• **What you will do**
Each line of the data below goes into the copy exactly; pictures do not.

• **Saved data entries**
- Opening Delimiter -
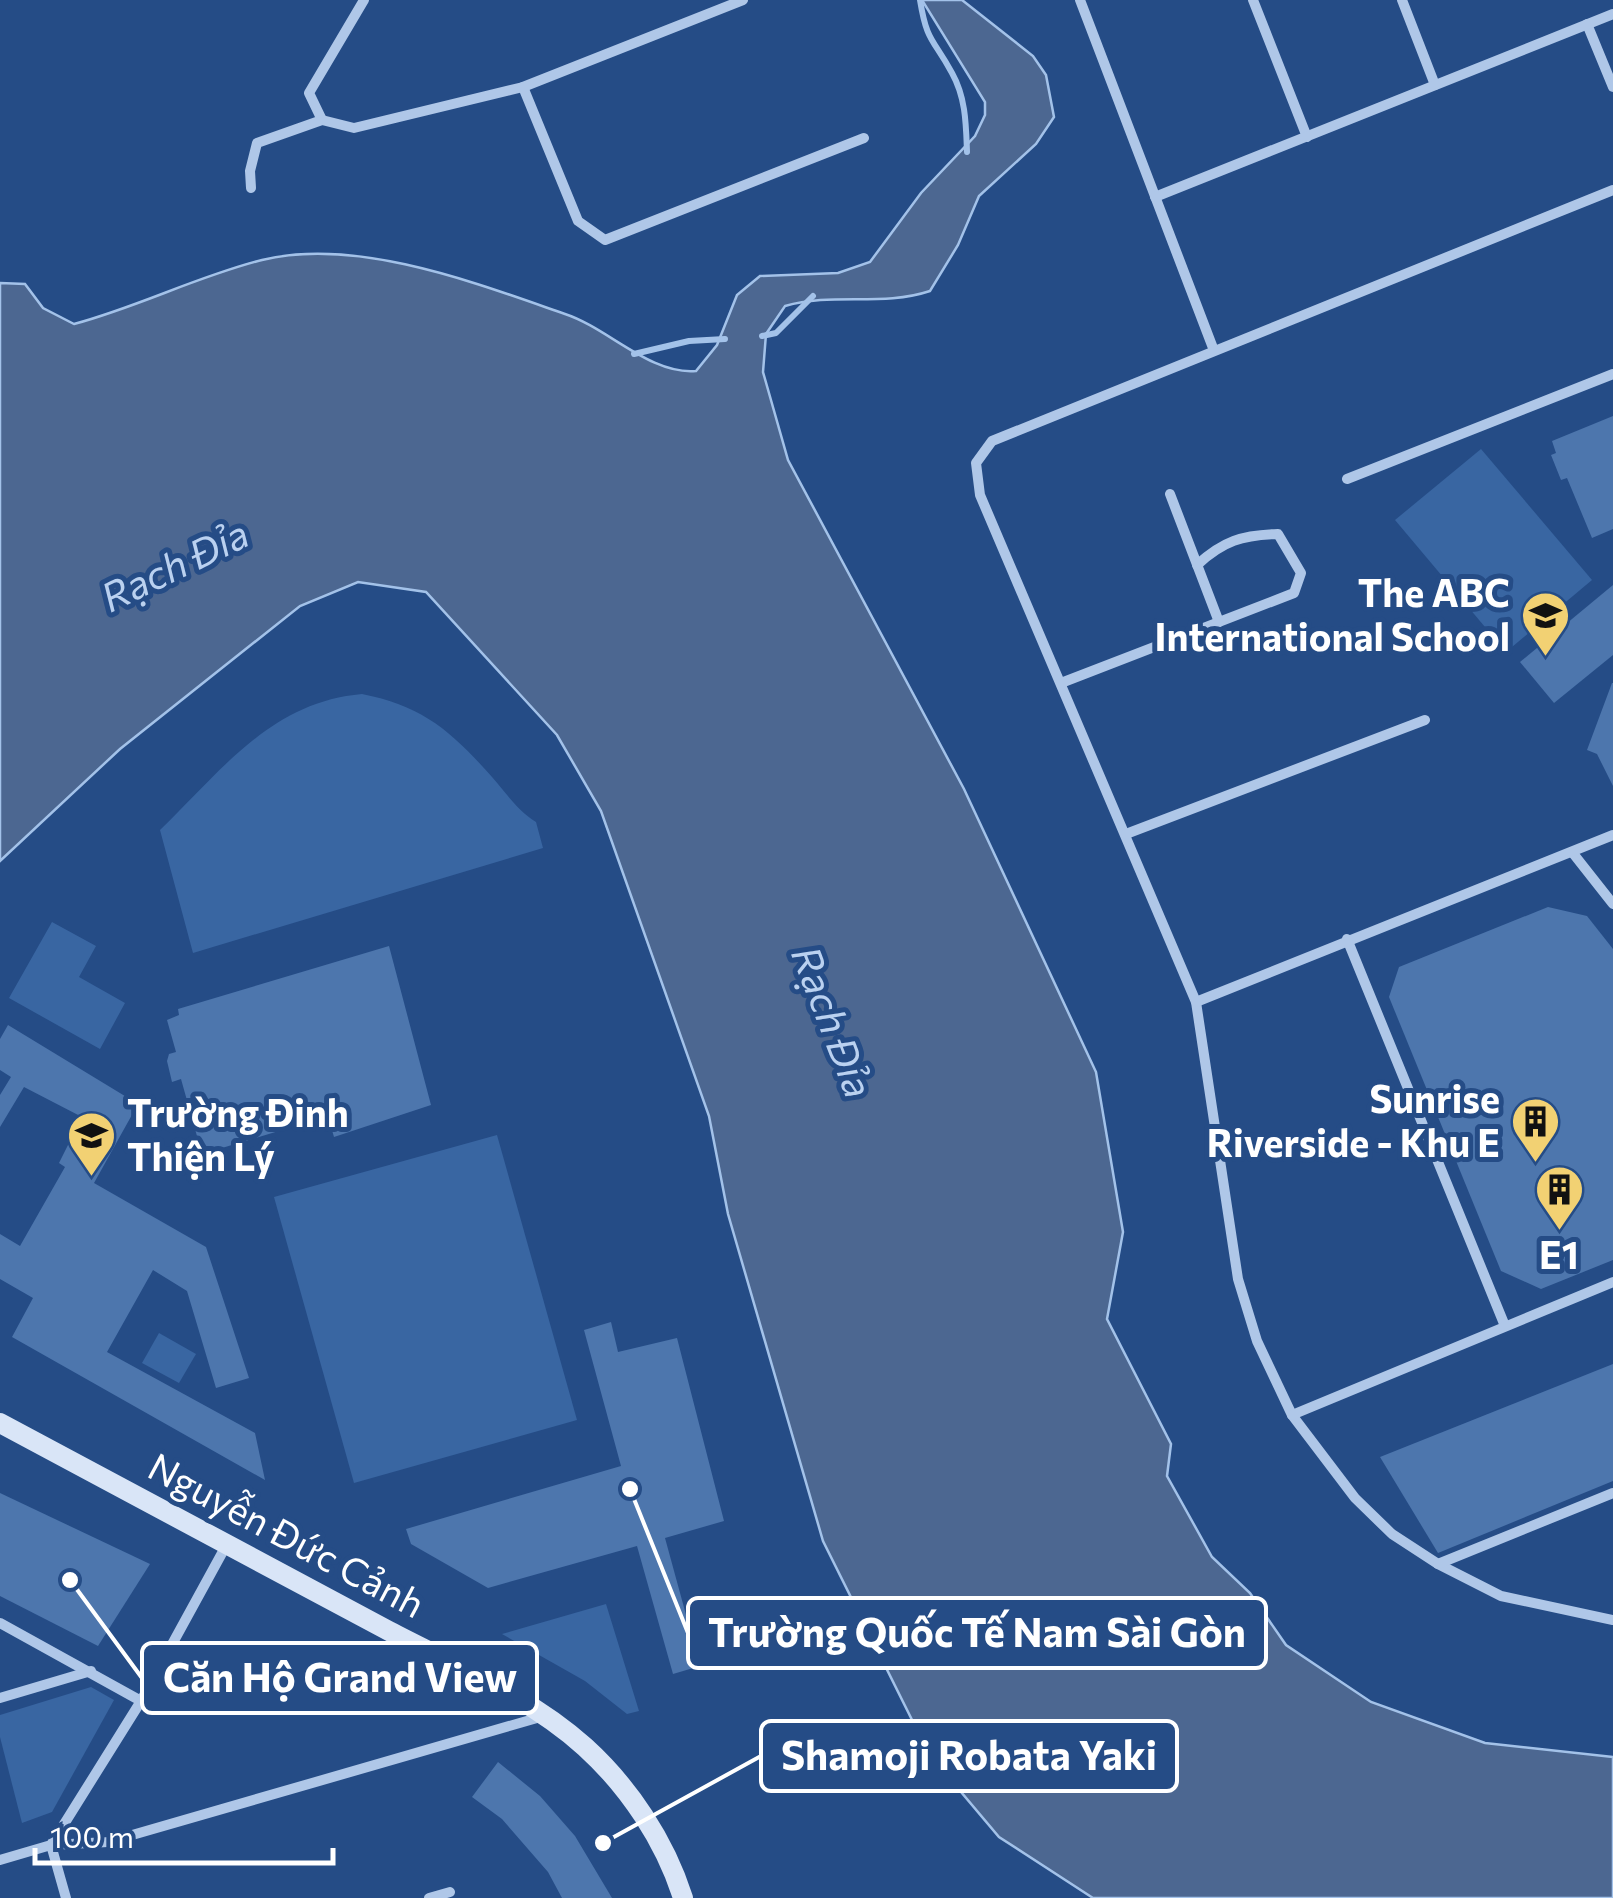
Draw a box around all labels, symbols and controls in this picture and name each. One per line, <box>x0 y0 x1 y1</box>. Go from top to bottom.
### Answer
water label: Rạch Đỉa <box>92 507 256 621</box>
place label: The ABC International School <box>1155 568 1510 659</box>
school or university icon: The ABC International School <box>1519 590 1571 658</box>
water label: Rạch Đỉa <box>783 938 886 1104</box>
place label: Sunrise Riverside - Khu E <box>1207 1074 1500 1165</box>
place label: Trường Đinh Thiện Lý <box>127 1088 349 1180</box>
building icon: Sunrise Riverside - Khu E <box>1509 1096 1561 1164</box>
school or university icon: Trường Đinh Thiện Lý <box>66 1110 118 1178</box>
building icon: E1 <box>1533 1164 1585 1232</box>
place label: E1 <box>1539 1230 1579 1277</box>
street label: Nguyễn Đức Cảnh <box>141 1441 433 1626</box>
callout: Trường Quốc Tế Nam Sài Gòn <box>688 1598 1266 1668</box>
text: Trường Quốc Tế Nam Sài Gòn <box>708 1606 1246 1655</box>
callout: Căn Hộ Grand View <box>142 1643 537 1713</box>
text: Căn Hộ Grand View <box>163 1651 517 1702</box>
callout: Shamoji Robata Yaki <box>761 1721 1177 1791</box>
text: Shamoji Robata Yaki <box>781 1729 1157 1778</box>
scale bar <box>35 1803 332 1865</box>
text: 100 m <box>50 1817 134 1854</box>

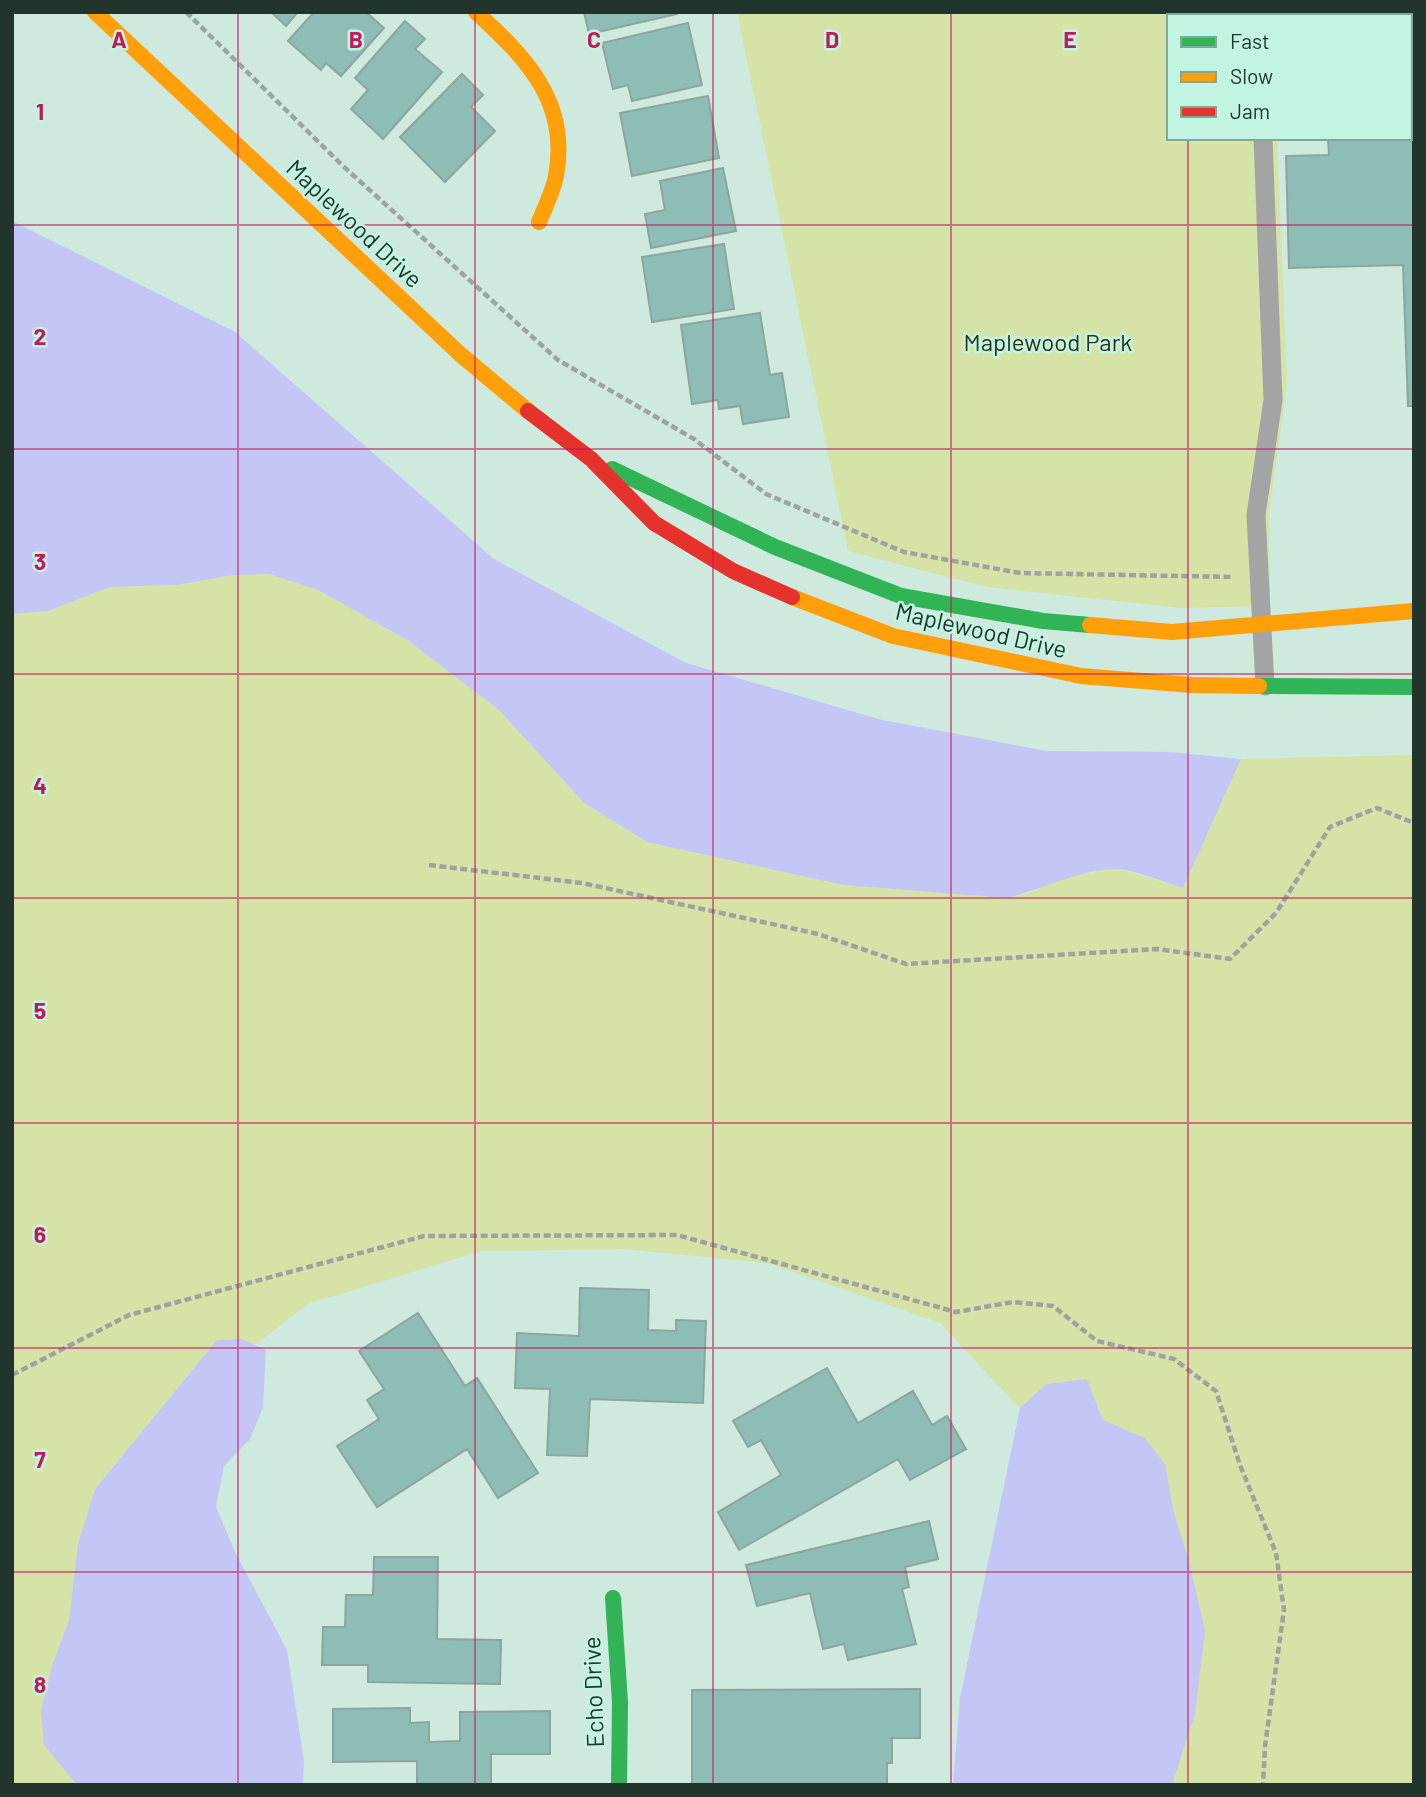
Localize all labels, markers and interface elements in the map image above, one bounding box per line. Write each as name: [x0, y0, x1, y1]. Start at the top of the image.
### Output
legend: [1167, 14, 1412, 140]
text: A: [111, 25, 127, 53]
text: B: [349, 25, 363, 53]
text: C: [587, 25, 601, 53]
text: D: [825, 25, 839, 53]
text: E: [1063, 25, 1077, 53]
text: Fast: [1230, 28, 1270, 53]
text: Slow: [1230, 63, 1273, 88]
text: 1: [36, 97, 44, 125]
text: Jam: [1230, 98, 1270, 123]
street label: Maplewood Drive: [281, 153, 429, 293]
text: 2: [34, 322, 46, 350]
park label: Maplewood Park: [964, 327, 1132, 356]
text: 3: [34, 547, 46, 575]
street label: Maplewood Drive: [893, 596, 1070, 663]
text: 4: [33, 771, 47, 799]
text: 5: [34, 996, 46, 1024]
text: 6: [34, 1220, 46, 1248]
text: 7: [34, 1445, 46, 1473]
street label: Echo Drive: [576, 1636, 609, 1748]
text: 8: [34, 1670, 46, 1698]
- Closing Delimiter -
• **Answer for this exercise**
Draw a box around all labels, symbols and controls in this picture and name each. One per line, <box>x0 y0 x1 y1</box>. Go from top to bottom.
### Answer
water label: Rạch Đỉa <box>92 507 256 621</box>
place label: The ABC International School <box>1155 568 1510 659</box>
school or university icon: The ABC International School <box>1519 590 1571 658</box>
water label: Rạch Đỉa <box>783 938 886 1104</box>
place label: Sunrise Riverside - Khu E <box>1207 1074 1500 1165</box>
place label: Trường Đinh Thiện Lý <box>127 1088 349 1180</box>
building icon: Sunrise Riverside - Khu E <box>1509 1096 1561 1164</box>
school or university icon: Trường Đinh Thiện Lý <box>66 1110 118 1178</box>
building icon: E1 <box>1533 1164 1585 1232</box>
place label: E1 <box>1539 1230 1579 1277</box>
street label: Nguyễn Đức Cảnh <box>141 1441 433 1626</box>
callout: Trường Quốc Tế Nam Sài Gòn <box>688 1598 1266 1668</box>
text: Trường Quốc Tế Nam Sài Gòn <box>708 1606 1246 1655</box>
callout: Căn Hộ Grand View <box>142 1643 537 1713</box>
text: Căn Hộ Grand View <box>163 1651 517 1702</box>
callout: Shamoji Robata Yaki <box>761 1721 1177 1791</box>
text: Shamoji Robata Yaki <box>781 1729 1157 1778</box>
scale bar <box>35 1803 332 1865</box>
text: 100 m <box>50 1817 134 1854</box>

Localize all labels, markers and interface elements in the map image above, one bounding box per line. Write each as name: [x0, y0, x1, y1]. Start at the top of the image.
### Output
legend: [1167, 14, 1412, 140]
text: A: [111, 25, 127, 53]
text: B: [349, 25, 363, 53]
text: C: [587, 25, 601, 53]
text: D: [825, 25, 839, 53]
text: E: [1063, 25, 1077, 53]
text: Fast: [1230, 28, 1270, 53]
text: Slow: [1230, 63, 1273, 88]
text: 1: [36, 97, 44, 125]
text: Jam: [1230, 98, 1270, 123]
street label: Maplewood Drive: [281, 153, 429, 293]
text: 2: [34, 322, 46, 350]
park label: Maplewood Park: [964, 327, 1132, 356]
text: 3: [34, 547, 46, 575]
street label: Maplewood Drive: [893, 596, 1070, 663]
text: 4: [33, 771, 47, 799]
text: 5: [34, 996, 46, 1024]
text: 6: [34, 1220, 46, 1248]
text: 7: [34, 1445, 46, 1473]
street label: Echo Drive: [576, 1636, 609, 1748]
text: 8: [34, 1670, 46, 1698]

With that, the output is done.